Start of THE DATA

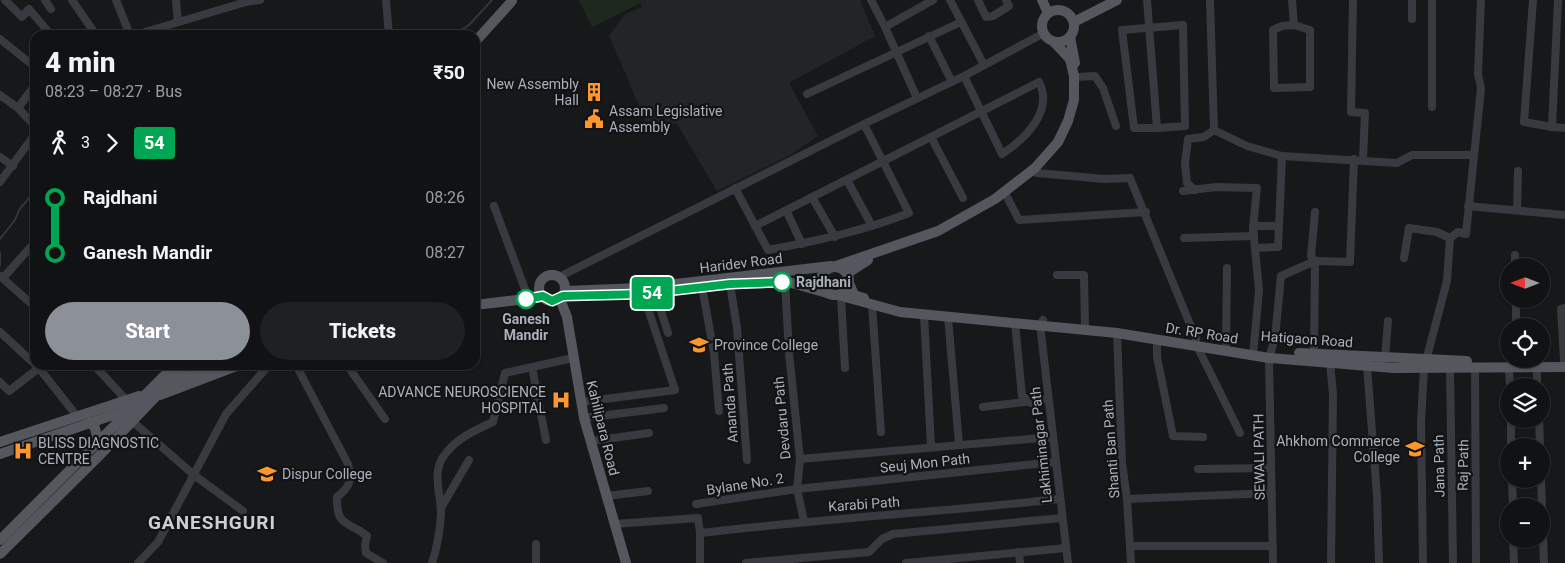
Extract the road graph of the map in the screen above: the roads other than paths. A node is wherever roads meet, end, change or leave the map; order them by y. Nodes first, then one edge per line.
1 (5, 0) edge
2 (45, 0) edge
3 (72, 0) edge
4 (116, 0) edge
5 (176, 0) edge
6 (220, 0) edge
7 (260, 0) edge
8 (386, 0) edge
9 (512, 0) edge
10 (871, 0) edge
11 (933, 0) edge
12 (950, 0) edge
13 (978, 0) edge
14 (1006, 0) edge
15 (1042, 0) edge
16 (1106, 0) edge
17 (1117, 0) edge
18 (1147, 0) edge
19 (1210, 0) edge
20 (1292, 0) edge
21 (1352, 0) edge
22 (1412, 0) edge
23 (1432, 0) edge
24 (1481, 0) edge
25 (1533, 0) edge
26 (1558, 0) edge
27 (246, 1) edge
28 (1051, 8) edge
29 (52, 10) dead end
30 (221, 10) junction
31 (1073, 19) junction
32 (1412, 19) dead end
33 (178, 22) junction
34 (961, 22) junction
35 (1294, 25) junction
36 (1149, 26) junction
37 (885, 27) junction
38 (47, 30) edge
39 (93, 30) edge
40 (128, 30) edge
41 (152, 30) edge
42 (389, 30) edge
43 (479, 30) edge
44 (1044, 33) junction
45 (480, 36) edge
46 (929, 36) junction
47 (1070, 37) junction
48 (0, 39) edge
49 (1054, 42) junction
50 (897, 52) junction
51 (30, 63) edge
52 (984, 65) junction
53 (964, 76) junction
54 (1076, 77) junction
55 (952, 82) junction
56 (30, 92) edge
57 (807, 94) dead end
58 (0, 95) edge
59 (917, 98) junction
60 (1432, 107) dead end
61 (18, 108) junction
62 (982, 111) junction
63 (30, 121) edge
64 (864, 124) junction
65 (1116, 126) dead end
66 (1552, 127) junction
67 (1157, 128) junction
68 (1565, 128) edge
69 (1214, 130) junction
70 (931, 137) junction
71 (30, 141) edge
72 (1473, 155) junction
73 (1282, 156) junction
74 (0, 157) edge
75 (1354, 159) junction
76 (1363, 159) junction
77 (882, 162) junction
78 (13, 166) junction
79 (1035, 171) junction
80 (1518, 171) dead end
81 (1, 180) edge
82 (847, 180) junction
83 (735, 188) junction
84 (1195, 190) junction
85 (1183, 191) dead end
86 (812, 197) junction
87 (1007, 197) junction
88 (963, 198) dead end
89 (494, 206) dead end
90 (1468, 206) junction
91 (786, 210) junction
92 (1517, 210) junction
93 (1146, 212) junction
94 (1315, 212) dead end
95 (1565, 215) edge
96 (755, 226) junction
97 (872, 226) junction
98 (1253, 226) junction
99 (1279, 226) junction
100 (1254, 236) junction
101 (835, 237) junction
102 (1184, 238) dead end
103 (1450, 238) junction
104 (802, 244) junction
105 (30, 247) edge
106 (1256, 248) junction
107 (1404, 258) dead end
108 (1315, 261) junction
109 (834, 266) junction
110 (1227, 268) dead end
111 (1057, 275) dead end
112 (1, 277) edge
113 (559, 277) junction
114 (848, 278) junction
115 (785, 281) junction
116 (540, 284) junction
117 (730, 284) junction
118 (702, 287) junction
119 (642, 291) junction
120 (526, 292) junction
121 (655, 292) junction
122 (563, 295) junction
123 (835, 295) junction
124 (543, 296) junction
125 (480, 299) edge
126 (30, 303) edge
127 (480, 304) edge
128 (872, 305) junction
129 (1565, 308) edge
130 (924, 315) junction
131 (948, 317) junction
132 (1388, 321) dead end
133 (1015, 323) junction
134 (1041, 323) junction
135 (1085, 325) junction
136 (0, 332) edge
137 (668, 333) dead end
138 (1117, 333) junction
139 (1157, 340) junction
140 (1197, 342) junction
141 (1226, 344) junction
142 (1253, 352) junction
143 (1314, 354) junction
144 (1270, 355) junction
145 (573, 358) junction
146 (1384, 358) junction
147 (30, 360) edge
148 (1330, 363) junction
149 (1500, 363) edge
150 (1550, 363) edge
151 (1565, 363) edge
152 (1426, 364) junction
153 (1500, 365) edge
154 (1367, 366) junction
155 (1550, 366) edge
156 (532, 367) junction
157 (844, 368) dead end
158 (1450, 368) junction
159 (1475, 368) junction
160 (1537, 368) edge
161 (36, 370) edge
162 (41, 370) edge
163 (98, 370) edge
164 (162, 370) edge
165 (170, 370) edge
166 (184, 370) edge
167 (184, 370) edge
168 (225, 370) edge
169 (265, 370) edge
170 (299, 370) edge
171 (351, 370) edge
172 (1538, 378) edge
173 (154, 380) junction
174 (0, 382) edge
175 (170, 383) junction
176 (157, 396) junction
177 (143, 398) junction
178 (1048, 400) junction
179 (581, 402) junction
180 (1031, 403) junction
181 (128, 404) junction
182 (983, 407) dead end
183 (664, 408) dead end
184 (719, 411) dead end
185 (76, 415) junction
186 (584, 418) junction
187 (89, 419) junction
188 (385, 419) dead end
189 (132, 421) junction
190 (649, 432) dead end
191 (881, 432) dead end
192 (1240, 433) dead end
193 (1052, 437) junction
194 (1203, 437) dead end
195 (97, 439) junction
196 (546, 440) dead end
197 (591, 441) junction
198 (0, 442) edge
199 (959, 444) junction
200 (0, 446) edge
201 (931, 446) junction
202 (102, 453) junction
203 (0, 454) edge
204 (800, 459) junction
205 (469, 460) dead end
206 (746, 460) dead end
207 (1055, 462) junction
208 (1272, 468) junction
209 (1198, 469) dead end
210 (194, 475) junction
211 (1541, 488) edge
212 (797, 489) junction
213 (648, 491) dead end
214 (1272, 493) junction
215 (607, 496) junction
216 (1059, 499) junction
217 (1127, 499) junction
218 (696, 504) dead end
219 (440, 509) junction
220 (243, 511) dead end
221 (1062, 518) junction
222 (804, 521) junction
223 (615, 524) junction
224 (0, 531) edge
225 (700, 533) junction
226 (0, 540) edge
227 (536, 544) dead end
228 (1130, 546) junction
229 (1273, 546) junction
230 (0, 547) edge
231 (1066, 548) junction
232 (1513, 548) edge
233 (1019, 552) junction
234 (0, 554) edge
235 (142, 562) edge
236 (383, 563) edge
237 (432, 563) edge
238 (536, 563) edge
239 (626, 563) edge
240 (700, 563) edge
241 (746, 563) edge
242 (905, 563) edge
243 (1020, 563) edge
244 (1068, 563) edge
245 (1131, 563) edge
246 (1273, 563) edge
247 (1331, 563) edge
248 (1379, 563) edge
249 (1424, 563) edge
250 (1453, 563) edge
251 (1476, 563) edge
252 (1514, 563) edge
253 (1544, 563) edge

1 - 38 street
2 - 29 street
3 - 39 street
4 - 40 street
5 - 33 street
6 - 30 street
7 - 27 street
8 - 42 street
9 - 43 main road
9 - 45 main road
10 - 37 street
11 - 37 street
12 - 34 street
13 - 14 street
15 - 28 main road
16 - 31 main road
17 - 31 main road
18 - 36 street
19 - 69 street
20 - 35 street
21 - 76 street
22 - 32 street
23 - 60 street
24 - 72 street
25 - 66 street
26 - 66 street
27 - 30 street
28 - 31 main road
28 - 44 main road
30 - 33 street
31 - 47 main road
33 - 41 street
34 - 46 street
34 - 52 street
35 - 35 street
36 - 67 street
36 - 67 street
36 - 67 street
37 - 50 street
44 - 49 main road
44 - 52 street
46 - 50 street
46 - 55 street
47 - 49 main road
47 - 54 main road
48 - 51 street
49 - 79 main road
50 - 57 street
50 - 59 street
52 - 53 street
53 - 55 street
53 - 62 street
54 - 65 street
54 - 79 main road
55 - 59 street
56 - 61 street
58 - 61 street
59 - 64 street
61 - 63 street
62 - 62 street
62 - 70 street
64 - 77 street
64 - 83 street
66 - 68 street
69 - 73 street
69 - 84 street
70 - 77 street
70 - 88 street
71 - 78 street
72 - 76 street
72 - 90 street
73 - 75 street
73 - 99 street
74 - 78 street
75 - 76 street
75 - 108 street
77 - 82 street
77 - 97 street
78 - 81 street
79 - 87 main road
79 - 93 street
79 - 109 main road, Haridev Road
80 - 92 street
82 - 86 street
82 - 97 street
83 - 96 street
83 - 113 street
84 - 85 street
84 - 98 street
86 - 91 street
86 - 101 street
87 - 93 street
87 - 114 main road
89 - 120 street
90 - 92 street
90 - 103 street
91 - 96 street
91 - 104 street
92 - 95 street
93 - 140 street
94 - 108 street
96 - 104 street
97 - 101 street
98 - 99 street
98 - 100 street
99 - 106 street
100 - 102 street
100 - 106 street
101 - 104 street
103 - 107 street
103 - 152 street
105 - 112 street
106 - 142 street
108 - 143 street
108 - 144 street, SEWALI PATH
109 - 114 main road
109 - 119 main road, Haridev Road
109 - 123 main road
110 - 141 street
111 - 135 street
112 - 126 street
113 - 116 main road
113 - 122 main road
114 - 123 main road
114 - 134 main road, Hatigaon Road
115 - 117 main road, Haridev Road
115 - 123 main road, Haridev Road
115 - 204 street, Devdaru Path
116 - 120 main road
116 - 124 main road
117 - 118 main road, Haridev Road
117 - 206 street, Ananda Path
118 - 121 main road, Haridev Road
118 - 184 street
119 - 121 main road, Haridev Road
119 - 122 main road, Haridev Road
119 - 179 street
120 - 125 main road
121 - 137 street
122 - 124 main road
122 - 145 main road, Kahilipara Road
123 - 128 main road, Dr. RP Road
123 - 157 street
124 - 127 main road
128 - 130 main road, Dr. RP Road
128 - 191 street
129 - 151 street
130 - 131 main road, Dr. RP Road
130 - 201 street
131 - 133 main road, Dr. RP Road
131 - 199 street
132 - 146 street
133 - 134 main road, Dr. RP Road
133 - 180 street
134 - 135 main road, Hatigaon Road
134 - 138 main road, Dr. RP Road
134 - 178 street, Lakhiminagar Path
135 - 140 main road, Hatigaon Road
136 - 147 street
138 - 139 main road, Dr. RP Road
138 - 217 street, Shanti Ban Path
139 - 140 main road, Dr. RP Road
139 - 194 street
140 - 141 main road, Hatigaon Road
140 - 142 main road, Dr. RP Road
140 - 192 street
141 - 142 main road, Hatigaon Road
142 - 144 main road, Dr. RP Road
143 - 144 main road, Hatigaon Road
143 - 146 main road, Hatigaon Road
144 - 148 main road, Dr. RP Road
144 - 208 street, SEWALI PATH
145 - 156 street
145 - 179 main road, Kahilipara Road
146 - 152 main road, Hatigaon Road
148 - 154 main road, Dr. RP Road
148 - 247 street
149 - 152 main road, Hatigaon Road
150 - 151 main road, Hatigaon Road
151 - 155 main road, Dr. RP Road
152 - 154 main road, Dr. RP Road
152 - 158 main road, Dr. RP Road
152 - 249 street
153 - 159 main road, Dr. RP Road
154 - 248 street
156 - 196 street
156 - 219 street
158 - 159 main road, Dr. RP Road
158 - 250 street, Jana Path
159 - 251 street, Raj Path
160 - 172 street
161 - 174 street
162 - 185 street
163 - 181 street
164 - 173 main road
165 - 177 main road
166 - 175 main road
167 - 230 main road
168 - 176 main road
169 - 210 street
170 - 236 street
171 - 188 street
173 - 175 main road
173 - 177 main road
175 - 176 main road
176 - 177 main road
177 - 181 main road
177 - 187 main road
177 - 189 main road
177 - 195 main road
178 - 180 street
178 - 193 street, Lakhiminagar Path
179 - 186 main road, Kahilipara Road
180 - 182 street
181 - 185 main road
181 - 187 main road
181 - 195 main road
183 - 186 street
185 - 198 main road
186 - 197 main road, Kahilipara Road
187 - 195 main road
187 - 200 main road
187 - 203 main road
189 - 202 main road
189 - 210 street
190 - 197 street
193 - 199 street
193 - 207 street, Lakhiminagar Path
195 - 202 main road
195 - 224 main road
195 - 226 main road
197 - 215 main road, Kahilipara Road
199 - 201 street
201 - 204 street
202 - 234 main road
204 - 212 street, Devdaru Path
205 - 219 street
207 - 212 street, Seuj Mon Path
207 - 216 street, Lakhiminagar Path
208 - 209 street
208 - 214 street, SEWALI PATH
210 - 220 street
210 - 235 street
211 - 253 street
212 - 218 street, Bylane No. 2
212 - 222 street, Devdaru Path
213 - 215 street
214 - 217 street
214 - 229 street, SEWALI PATH
215 - 223 main road, Kahilipara Road
216 - 221 street, Lakhiminagar Path
216 - 222 street, Karabi Path
217 - 228 street, Shanti Ban Path
219 - 237 street
221 - 231 street, Lakhiminagar Path
221 - 241 street
222 - 225 street, Karabi Path
223 - 225 street
223 - 239 main road, Kahilipara Road
225 - 240 street
227 - 238 street
228 - 229 street
228 - 245 street, Shanti Ban Path
229 - 246 street, SEWALI PATH
231 - 233 street
231 - 244 street, Lakhiminagar Path
232 - 252 street
233 - 242 street
233 - 243 street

End of THE DATA

Across the data, find each line that has "Hatigaon" in it and copy that line.

→ **WRITTEN RESPONSE**:
114 - 134 main road, Hatigaon Road
134 - 135 main road, Hatigaon Road
135 - 140 main road, Hatigaon Road
140 - 141 main road, Hatigaon Road
141 - 142 main road, Hatigaon Road
143 - 144 main road, Hatigaon Road
143 - 146 main road, Hatigaon Road
146 - 152 main road, Hatigaon Road
149 - 152 main road, Hatigaon Road
150 - 151 main road, Hatigaon Road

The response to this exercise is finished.